Encouraging civic participation doesn’t just stop at helping people be informed, but also equipping them with ways to learn more, engage and even take action.
Guides & Best Practices
Reynolds Journalism Institute
“Creating Community-Driven Journalism that Encourages Civic Engagement”
This eight-step guide from Reynolds Journalism Institute based on the work of Canadian news outlet The Green Line suggests an entire action journey to help draw people into a topic and equip them to take action. From their experience, they’ve found that creating initial content with a lighter tone, and even working with comedians, can draw more engagement. From there, they map out additional forms of content and delivery that can help the public work to do collective sense-making, learn about solutions and become part of solving the issues no one person can tackle alone.
Journalism That Matters
“The Art of Engagement: The Role of Journalism in a Civic Infrastructure”

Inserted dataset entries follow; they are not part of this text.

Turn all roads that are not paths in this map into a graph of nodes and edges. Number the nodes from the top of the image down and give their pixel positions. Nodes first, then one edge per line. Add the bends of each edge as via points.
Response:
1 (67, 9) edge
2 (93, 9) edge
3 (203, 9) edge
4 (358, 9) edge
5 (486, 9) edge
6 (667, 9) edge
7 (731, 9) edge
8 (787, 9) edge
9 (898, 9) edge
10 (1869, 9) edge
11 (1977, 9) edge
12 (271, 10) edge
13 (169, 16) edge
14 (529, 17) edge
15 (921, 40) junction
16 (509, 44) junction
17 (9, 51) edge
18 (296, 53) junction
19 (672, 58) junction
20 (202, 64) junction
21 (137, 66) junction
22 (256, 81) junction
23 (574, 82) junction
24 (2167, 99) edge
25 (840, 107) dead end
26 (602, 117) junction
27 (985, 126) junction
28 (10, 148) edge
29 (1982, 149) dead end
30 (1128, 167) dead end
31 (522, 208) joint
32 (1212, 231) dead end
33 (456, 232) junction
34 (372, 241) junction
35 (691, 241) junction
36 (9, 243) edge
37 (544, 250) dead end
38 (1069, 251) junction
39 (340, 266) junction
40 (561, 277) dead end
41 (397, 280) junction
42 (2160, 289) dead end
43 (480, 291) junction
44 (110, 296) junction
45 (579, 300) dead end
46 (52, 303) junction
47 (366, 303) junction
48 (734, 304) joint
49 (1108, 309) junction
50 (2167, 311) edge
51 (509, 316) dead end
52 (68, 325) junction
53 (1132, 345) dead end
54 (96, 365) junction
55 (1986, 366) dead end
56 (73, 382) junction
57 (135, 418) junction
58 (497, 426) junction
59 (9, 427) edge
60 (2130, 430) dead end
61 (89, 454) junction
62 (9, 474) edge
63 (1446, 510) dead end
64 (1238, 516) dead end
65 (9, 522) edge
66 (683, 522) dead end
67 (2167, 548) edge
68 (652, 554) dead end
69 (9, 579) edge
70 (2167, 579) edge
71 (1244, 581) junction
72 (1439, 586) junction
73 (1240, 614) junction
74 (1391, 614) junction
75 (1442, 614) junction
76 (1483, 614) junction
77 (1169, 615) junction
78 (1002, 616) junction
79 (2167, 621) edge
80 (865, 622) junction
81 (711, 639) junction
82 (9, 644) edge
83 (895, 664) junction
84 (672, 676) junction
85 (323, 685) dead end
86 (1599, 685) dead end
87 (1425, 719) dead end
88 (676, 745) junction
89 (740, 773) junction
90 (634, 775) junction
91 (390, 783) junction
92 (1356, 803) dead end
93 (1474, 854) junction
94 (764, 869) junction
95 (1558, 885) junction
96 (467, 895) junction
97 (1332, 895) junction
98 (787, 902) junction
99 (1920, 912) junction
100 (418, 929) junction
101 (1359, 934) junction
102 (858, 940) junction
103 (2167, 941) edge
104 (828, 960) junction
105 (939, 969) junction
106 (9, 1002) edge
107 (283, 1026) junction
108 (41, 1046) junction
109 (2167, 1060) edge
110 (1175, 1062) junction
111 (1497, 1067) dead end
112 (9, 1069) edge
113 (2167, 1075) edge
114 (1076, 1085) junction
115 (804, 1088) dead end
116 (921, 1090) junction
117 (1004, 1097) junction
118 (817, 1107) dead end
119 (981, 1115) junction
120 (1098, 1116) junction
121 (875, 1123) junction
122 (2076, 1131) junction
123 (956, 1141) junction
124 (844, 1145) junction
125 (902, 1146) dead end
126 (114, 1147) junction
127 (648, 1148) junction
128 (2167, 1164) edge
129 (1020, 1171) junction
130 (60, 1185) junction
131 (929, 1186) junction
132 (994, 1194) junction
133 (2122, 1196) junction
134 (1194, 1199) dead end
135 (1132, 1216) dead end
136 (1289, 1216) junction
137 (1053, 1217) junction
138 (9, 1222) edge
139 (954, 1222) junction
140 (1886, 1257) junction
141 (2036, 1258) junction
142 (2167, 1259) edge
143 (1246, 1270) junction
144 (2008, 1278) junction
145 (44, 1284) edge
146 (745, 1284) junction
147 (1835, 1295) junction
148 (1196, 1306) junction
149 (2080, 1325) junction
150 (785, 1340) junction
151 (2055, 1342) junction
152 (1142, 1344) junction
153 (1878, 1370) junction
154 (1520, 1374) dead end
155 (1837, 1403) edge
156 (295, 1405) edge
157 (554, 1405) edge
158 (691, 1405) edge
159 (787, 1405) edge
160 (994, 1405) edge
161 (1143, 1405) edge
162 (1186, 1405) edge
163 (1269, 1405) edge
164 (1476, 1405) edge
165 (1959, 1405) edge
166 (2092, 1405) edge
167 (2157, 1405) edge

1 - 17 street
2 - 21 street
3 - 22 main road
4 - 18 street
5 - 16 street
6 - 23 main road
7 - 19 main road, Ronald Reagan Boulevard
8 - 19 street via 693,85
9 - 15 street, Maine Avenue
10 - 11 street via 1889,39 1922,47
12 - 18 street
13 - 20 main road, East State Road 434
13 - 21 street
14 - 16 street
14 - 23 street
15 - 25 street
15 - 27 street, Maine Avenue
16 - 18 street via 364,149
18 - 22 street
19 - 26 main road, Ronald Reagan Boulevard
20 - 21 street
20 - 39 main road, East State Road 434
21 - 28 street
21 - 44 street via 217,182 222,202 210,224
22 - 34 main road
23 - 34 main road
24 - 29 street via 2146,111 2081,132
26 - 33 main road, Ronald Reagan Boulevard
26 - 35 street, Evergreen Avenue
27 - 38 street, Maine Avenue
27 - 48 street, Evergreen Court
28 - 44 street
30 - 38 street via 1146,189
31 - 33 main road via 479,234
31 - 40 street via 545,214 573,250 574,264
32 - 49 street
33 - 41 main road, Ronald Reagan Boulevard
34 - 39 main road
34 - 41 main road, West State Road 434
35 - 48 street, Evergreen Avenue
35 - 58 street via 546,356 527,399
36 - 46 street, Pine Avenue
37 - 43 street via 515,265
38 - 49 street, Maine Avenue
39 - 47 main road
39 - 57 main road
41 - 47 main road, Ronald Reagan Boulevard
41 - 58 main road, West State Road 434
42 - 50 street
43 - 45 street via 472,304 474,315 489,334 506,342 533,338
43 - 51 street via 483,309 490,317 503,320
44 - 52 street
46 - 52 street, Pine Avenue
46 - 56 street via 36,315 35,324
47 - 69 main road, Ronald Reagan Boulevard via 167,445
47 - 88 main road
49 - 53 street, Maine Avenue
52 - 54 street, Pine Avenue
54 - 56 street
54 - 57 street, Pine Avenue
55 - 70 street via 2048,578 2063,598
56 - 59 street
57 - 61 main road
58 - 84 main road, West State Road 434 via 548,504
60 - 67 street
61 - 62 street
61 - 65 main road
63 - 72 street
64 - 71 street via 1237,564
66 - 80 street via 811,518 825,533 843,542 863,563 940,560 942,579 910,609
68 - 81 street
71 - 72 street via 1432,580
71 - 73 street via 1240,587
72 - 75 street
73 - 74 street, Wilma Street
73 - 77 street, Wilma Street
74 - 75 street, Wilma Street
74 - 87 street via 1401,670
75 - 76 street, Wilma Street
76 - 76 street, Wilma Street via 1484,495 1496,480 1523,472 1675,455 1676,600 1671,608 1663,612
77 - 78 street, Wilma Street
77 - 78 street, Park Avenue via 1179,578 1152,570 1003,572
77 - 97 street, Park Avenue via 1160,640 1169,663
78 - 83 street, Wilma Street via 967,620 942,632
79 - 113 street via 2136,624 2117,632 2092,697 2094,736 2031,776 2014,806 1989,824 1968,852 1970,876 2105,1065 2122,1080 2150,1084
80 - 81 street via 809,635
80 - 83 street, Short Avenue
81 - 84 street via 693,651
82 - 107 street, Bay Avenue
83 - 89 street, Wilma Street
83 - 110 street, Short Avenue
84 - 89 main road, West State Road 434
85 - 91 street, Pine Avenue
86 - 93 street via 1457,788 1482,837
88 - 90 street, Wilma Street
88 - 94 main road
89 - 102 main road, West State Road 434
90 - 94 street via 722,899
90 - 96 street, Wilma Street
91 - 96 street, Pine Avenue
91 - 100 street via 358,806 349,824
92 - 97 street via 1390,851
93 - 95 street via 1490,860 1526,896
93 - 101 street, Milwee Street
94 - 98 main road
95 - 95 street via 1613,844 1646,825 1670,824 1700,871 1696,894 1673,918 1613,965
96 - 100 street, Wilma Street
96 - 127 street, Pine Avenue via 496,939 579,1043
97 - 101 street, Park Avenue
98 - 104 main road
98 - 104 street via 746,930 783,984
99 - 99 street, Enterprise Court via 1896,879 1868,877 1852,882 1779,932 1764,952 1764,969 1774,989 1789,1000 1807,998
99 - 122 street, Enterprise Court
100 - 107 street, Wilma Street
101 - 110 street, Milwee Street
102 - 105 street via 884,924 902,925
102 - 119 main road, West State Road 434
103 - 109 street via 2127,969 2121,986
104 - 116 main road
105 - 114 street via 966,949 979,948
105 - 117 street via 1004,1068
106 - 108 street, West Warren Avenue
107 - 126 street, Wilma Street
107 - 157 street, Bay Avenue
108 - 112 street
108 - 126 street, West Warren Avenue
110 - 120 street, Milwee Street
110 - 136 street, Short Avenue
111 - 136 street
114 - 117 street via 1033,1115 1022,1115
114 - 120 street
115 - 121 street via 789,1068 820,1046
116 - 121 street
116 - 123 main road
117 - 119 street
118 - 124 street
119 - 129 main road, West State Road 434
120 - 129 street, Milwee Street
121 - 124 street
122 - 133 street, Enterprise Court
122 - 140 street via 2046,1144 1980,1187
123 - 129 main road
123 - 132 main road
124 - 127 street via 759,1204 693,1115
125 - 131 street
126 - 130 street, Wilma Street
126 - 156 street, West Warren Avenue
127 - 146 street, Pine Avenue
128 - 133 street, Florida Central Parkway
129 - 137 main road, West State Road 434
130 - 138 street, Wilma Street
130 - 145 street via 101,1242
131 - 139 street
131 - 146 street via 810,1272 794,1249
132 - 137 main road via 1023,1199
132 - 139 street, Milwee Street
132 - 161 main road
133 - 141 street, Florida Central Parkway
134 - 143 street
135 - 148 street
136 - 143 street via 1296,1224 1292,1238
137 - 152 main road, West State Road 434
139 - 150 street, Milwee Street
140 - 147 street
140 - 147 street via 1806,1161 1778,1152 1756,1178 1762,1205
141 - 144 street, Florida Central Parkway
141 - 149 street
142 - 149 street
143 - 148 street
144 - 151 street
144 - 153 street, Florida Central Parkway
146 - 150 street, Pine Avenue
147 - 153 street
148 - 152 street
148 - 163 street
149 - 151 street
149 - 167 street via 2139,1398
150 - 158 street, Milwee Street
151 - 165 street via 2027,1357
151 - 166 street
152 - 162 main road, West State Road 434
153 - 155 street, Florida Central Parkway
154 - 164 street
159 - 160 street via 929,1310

This guide, borne out of the National Coalition for Dialogue and Deliberation Conference, stresses the importance of journalists convening with their audience. For example, instead of a newsroom, journalism could be conducted in a university or a library. Moreover, reporters and newsrooms can consider partnering with civic catalysts in the community. The guide also mentions increasing the diversity of sources in stories as well as the experimenting with different types of storytelling. An interactive game can explain your local government’s fiscal budget, as an example.
“Trusted messengers: How community engagement journalism is uniquely positioned to slow the spread of mis/disinformation”
This comprehensive PEN America tip sheet first notes that community engagement helps combat social media disinformation, as well as the decline of local journalism overall. Newsrooms hoping for community engagement need to define what that means internally, come up with success metrics and differentiate between community engagement and audience engagement. Moreover, when responding to the community, they recommend creating a feedback loop and responding with a personal touch. As far as what not to do, don’t parachute into a community or ignore harmful historical context between the media and the community.
American Press Institute
“How to Engage Your Audiences in 5 Key Steps”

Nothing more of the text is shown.